Por Alissa de Carbonnel

MOSCOU (Reuters) - Pálidos, mas sorridentes, os participantes de uma experiência que simulou uma viagem a Marte receberam nesta sexta-feira aplausos e luz do sol, após 520 dias confinados em minúsculos espaços sem janelas.

A experiência Mars500, que custou 15 milhões de dólares, se dispôs a elucidar uma das grandes incógnitas das viagens espaciais: se as pessoas conseguiriam permanecer saudáveis e equilibradas durante os mais de seis meses de trajeto até o Planeta Vermelho.

Os seis voluntários, todos homens, se submeteram a condições muito próximas de uma viagem real - exceto a falta de gravidade. Eles recebiam rações como as dos astronautas de verdade, raramente tomavam banho, recolhiam amostras diárias de urina e sangue e passavam 24 horas vigiados por câmeras, exceto nos banheiros, como em um reality show de TV. Eles ocuparam um espaço de 550 metros quadrados em um instituto moscovita de pesquisas.

Mais de cem experimentos diferentes foram feitos durante o projeto. Na metade dele, três tripulantes vestiram trajes espaciais de 32 quilos e foram para um quarto escuro e cheio de areia, imitando a superfície marciana.

Ao saírem do isolamento, os voluntários - da Europa, Rússia e China - abraçaram rapidamente amigos e parentes, e seguiram para uma quarentena de três dias. "É realmente ótimo ver vocês todos outra vez, bem reconfortante", disse o ítalo-colombiano Diego Urbina, que parecia abalado e tinha os olhos vermelhos por causa da claridade

"Nesta missão alcançamos o mais longo isolamento, de modo que a humanidade pode ir para um planeta distante, mas alcançável", acrescentou.

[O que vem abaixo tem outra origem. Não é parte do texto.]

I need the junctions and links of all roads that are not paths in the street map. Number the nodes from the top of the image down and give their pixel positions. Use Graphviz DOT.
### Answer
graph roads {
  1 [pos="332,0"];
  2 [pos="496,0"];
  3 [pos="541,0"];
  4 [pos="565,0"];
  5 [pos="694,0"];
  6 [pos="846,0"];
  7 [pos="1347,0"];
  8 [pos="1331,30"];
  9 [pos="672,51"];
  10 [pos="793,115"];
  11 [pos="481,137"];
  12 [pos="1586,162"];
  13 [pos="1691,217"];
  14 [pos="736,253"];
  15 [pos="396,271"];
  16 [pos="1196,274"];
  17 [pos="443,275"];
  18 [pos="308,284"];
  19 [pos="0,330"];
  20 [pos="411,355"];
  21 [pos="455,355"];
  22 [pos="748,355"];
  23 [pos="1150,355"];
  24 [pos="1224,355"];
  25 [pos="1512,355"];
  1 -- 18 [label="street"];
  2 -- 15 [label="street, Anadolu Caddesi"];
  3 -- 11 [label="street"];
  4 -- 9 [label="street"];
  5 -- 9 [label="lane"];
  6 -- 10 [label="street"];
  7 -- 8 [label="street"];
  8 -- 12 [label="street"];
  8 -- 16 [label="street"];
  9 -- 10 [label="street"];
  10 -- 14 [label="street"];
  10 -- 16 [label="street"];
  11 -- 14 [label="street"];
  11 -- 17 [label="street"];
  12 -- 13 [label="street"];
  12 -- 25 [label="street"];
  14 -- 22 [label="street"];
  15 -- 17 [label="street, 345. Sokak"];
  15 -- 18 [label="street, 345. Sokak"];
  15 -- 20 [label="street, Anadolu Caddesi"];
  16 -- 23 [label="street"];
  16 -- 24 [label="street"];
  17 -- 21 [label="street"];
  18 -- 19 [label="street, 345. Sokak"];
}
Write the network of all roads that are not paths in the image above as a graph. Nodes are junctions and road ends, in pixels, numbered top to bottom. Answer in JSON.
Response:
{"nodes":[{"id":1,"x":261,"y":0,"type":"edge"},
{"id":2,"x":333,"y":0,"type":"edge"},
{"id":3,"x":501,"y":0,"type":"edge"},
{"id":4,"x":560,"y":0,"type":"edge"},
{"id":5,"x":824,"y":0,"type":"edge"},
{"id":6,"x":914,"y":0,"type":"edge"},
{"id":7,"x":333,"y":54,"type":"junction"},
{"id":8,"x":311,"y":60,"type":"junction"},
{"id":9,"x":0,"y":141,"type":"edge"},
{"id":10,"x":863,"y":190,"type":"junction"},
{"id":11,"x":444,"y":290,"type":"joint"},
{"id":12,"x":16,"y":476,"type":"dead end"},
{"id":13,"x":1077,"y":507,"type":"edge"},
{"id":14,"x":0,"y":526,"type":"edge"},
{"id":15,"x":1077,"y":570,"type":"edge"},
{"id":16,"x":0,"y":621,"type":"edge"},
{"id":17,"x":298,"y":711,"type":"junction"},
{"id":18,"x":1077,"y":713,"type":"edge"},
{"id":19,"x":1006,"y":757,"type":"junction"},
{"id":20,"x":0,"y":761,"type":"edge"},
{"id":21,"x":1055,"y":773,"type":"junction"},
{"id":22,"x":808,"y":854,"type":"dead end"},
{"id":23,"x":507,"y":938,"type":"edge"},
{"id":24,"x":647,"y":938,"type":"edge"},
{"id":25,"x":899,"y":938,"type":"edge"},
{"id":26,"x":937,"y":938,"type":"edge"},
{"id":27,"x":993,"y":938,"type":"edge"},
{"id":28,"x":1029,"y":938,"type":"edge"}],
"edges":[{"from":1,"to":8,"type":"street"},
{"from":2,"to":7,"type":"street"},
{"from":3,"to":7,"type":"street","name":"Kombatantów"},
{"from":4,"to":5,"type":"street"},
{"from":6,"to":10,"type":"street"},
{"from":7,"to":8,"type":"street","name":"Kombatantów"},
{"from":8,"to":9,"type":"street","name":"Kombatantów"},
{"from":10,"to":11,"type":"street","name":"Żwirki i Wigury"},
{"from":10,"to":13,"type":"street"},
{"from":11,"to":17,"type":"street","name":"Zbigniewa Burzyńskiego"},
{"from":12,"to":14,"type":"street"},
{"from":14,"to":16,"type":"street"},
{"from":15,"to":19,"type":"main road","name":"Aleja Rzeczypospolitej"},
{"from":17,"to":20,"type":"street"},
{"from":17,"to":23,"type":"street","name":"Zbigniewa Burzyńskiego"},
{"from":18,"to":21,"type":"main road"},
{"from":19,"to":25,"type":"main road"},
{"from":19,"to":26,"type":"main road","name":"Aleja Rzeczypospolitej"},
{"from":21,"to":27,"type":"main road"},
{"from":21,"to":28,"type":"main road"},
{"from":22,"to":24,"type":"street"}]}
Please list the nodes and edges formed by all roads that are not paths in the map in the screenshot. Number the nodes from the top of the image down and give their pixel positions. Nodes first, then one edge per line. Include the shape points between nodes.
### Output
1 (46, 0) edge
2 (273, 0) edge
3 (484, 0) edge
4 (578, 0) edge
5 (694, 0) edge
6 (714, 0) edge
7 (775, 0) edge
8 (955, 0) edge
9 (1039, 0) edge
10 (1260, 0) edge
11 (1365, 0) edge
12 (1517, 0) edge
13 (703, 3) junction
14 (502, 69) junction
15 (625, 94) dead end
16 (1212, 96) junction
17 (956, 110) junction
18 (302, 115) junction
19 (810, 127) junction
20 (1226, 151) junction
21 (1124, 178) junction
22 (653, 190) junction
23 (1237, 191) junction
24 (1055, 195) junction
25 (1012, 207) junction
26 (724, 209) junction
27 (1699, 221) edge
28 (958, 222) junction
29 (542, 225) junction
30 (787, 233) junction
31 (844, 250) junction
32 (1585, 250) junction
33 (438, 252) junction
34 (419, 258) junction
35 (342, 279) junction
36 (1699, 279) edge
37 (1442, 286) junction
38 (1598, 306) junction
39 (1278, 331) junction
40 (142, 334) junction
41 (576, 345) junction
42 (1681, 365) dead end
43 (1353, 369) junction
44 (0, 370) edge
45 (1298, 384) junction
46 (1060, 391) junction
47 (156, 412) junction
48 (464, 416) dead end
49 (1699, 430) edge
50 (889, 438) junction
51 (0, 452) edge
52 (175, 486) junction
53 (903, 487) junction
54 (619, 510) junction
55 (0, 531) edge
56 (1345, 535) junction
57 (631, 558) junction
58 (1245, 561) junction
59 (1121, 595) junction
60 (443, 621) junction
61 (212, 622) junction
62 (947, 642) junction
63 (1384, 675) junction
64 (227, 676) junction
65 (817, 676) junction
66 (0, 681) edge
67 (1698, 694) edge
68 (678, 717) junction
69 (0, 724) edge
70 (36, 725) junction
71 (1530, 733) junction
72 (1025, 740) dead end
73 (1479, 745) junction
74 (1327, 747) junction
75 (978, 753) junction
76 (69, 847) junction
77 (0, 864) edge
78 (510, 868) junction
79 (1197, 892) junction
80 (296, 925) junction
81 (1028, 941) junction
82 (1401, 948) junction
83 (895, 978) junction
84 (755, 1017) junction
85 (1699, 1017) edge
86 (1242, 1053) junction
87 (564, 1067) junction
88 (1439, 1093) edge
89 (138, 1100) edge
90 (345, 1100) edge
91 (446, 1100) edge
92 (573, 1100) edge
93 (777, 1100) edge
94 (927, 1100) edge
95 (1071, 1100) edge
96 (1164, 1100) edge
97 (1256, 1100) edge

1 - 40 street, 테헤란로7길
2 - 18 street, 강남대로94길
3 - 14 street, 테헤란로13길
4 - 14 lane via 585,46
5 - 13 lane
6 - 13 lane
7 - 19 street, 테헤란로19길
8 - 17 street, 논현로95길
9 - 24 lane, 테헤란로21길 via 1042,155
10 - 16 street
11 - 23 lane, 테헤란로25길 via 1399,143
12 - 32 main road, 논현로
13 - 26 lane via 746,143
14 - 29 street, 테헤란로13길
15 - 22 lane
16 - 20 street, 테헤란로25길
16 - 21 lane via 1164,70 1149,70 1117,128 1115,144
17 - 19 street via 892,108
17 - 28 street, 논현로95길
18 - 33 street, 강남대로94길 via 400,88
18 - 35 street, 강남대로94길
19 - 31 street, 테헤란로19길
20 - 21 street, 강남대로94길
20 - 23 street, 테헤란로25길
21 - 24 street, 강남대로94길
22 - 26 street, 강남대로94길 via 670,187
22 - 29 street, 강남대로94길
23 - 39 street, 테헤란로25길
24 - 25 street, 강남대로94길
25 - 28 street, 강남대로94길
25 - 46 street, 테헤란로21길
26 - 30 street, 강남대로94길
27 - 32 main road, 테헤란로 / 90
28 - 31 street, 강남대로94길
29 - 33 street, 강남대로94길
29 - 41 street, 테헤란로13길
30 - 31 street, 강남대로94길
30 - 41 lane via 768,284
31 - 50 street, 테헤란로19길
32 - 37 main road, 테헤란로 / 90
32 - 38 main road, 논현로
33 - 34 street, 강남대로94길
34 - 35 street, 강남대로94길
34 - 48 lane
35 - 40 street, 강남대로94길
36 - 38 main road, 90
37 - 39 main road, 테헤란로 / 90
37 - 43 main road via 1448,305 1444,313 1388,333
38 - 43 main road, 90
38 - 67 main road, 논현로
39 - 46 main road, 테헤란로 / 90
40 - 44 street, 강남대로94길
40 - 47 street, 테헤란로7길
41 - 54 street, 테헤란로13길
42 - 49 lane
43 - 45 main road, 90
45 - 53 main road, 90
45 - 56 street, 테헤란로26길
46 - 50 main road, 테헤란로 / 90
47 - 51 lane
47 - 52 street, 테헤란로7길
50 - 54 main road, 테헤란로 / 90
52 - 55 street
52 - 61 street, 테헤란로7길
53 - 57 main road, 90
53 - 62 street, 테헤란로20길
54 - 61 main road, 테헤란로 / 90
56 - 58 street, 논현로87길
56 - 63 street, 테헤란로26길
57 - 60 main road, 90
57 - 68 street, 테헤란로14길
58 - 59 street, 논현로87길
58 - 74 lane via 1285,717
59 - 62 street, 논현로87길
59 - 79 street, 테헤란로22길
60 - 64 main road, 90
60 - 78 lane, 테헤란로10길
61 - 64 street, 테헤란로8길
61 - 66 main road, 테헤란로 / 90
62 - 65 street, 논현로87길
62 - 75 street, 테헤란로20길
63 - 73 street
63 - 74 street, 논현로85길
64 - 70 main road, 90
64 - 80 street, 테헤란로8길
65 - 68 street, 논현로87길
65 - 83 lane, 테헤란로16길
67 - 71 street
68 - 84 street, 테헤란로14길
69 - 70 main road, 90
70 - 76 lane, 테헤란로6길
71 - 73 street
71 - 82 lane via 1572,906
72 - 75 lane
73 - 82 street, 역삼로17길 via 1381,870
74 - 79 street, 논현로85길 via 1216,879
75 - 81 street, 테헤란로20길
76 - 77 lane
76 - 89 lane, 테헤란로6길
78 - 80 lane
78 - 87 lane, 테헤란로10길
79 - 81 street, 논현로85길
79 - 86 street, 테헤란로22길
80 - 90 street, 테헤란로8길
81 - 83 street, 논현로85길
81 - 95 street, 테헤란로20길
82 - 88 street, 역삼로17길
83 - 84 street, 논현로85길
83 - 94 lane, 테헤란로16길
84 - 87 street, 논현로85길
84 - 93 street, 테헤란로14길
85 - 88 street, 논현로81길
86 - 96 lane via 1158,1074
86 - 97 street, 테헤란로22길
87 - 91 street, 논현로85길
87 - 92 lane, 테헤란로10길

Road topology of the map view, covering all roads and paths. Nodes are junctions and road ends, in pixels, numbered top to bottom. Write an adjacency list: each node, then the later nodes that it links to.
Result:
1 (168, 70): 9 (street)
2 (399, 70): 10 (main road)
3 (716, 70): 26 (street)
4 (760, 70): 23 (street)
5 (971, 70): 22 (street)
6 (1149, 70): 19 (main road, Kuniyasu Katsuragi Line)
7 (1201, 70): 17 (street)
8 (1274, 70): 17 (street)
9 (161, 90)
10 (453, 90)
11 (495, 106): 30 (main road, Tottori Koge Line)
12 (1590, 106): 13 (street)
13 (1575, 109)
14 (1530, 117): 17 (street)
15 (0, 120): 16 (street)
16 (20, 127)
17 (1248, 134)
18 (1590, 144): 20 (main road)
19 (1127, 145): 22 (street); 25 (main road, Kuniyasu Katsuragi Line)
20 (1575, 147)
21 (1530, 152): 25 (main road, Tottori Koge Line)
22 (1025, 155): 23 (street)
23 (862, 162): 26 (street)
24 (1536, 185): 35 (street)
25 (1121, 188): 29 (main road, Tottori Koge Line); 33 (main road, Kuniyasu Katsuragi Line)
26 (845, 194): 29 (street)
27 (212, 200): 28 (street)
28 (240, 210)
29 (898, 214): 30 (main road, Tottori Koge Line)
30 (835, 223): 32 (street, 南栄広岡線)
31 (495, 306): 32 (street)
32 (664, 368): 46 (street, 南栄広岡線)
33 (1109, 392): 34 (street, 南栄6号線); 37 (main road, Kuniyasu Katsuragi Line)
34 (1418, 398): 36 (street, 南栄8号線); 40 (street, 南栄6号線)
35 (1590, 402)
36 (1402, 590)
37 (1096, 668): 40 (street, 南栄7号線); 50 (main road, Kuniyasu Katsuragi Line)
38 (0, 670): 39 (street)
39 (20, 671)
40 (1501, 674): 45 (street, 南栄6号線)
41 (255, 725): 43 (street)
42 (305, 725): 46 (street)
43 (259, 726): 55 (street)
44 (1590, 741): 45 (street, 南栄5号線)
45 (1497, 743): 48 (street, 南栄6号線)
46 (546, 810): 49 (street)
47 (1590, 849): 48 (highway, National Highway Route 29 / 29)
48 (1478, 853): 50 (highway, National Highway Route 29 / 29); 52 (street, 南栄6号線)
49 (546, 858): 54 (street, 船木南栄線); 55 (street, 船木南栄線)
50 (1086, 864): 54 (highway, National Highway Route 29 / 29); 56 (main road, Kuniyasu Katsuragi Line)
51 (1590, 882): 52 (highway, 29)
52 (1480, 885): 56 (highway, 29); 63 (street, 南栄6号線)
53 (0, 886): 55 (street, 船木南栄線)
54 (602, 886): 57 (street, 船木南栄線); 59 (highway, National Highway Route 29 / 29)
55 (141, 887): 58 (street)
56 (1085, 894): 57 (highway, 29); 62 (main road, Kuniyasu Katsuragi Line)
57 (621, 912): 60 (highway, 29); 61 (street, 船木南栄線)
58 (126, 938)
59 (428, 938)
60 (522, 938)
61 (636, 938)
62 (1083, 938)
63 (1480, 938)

Mas os psicólogos temem que agora o barulho e a atividade do dia a dia sejam um choque para os confinados.

"O tempo parece ter voado desde que fechamos a escotilha no ano passado. Mas como o tempo parece ter transcorrido para os tripulantes é algo que logo saberemos. Provavelmente teremos uma enorme diferença de opiniões", afirmou Igor Ushakov, chefe do Instituto Russo para os Problemas Biomédicos, que montou a simulação.   Continuação...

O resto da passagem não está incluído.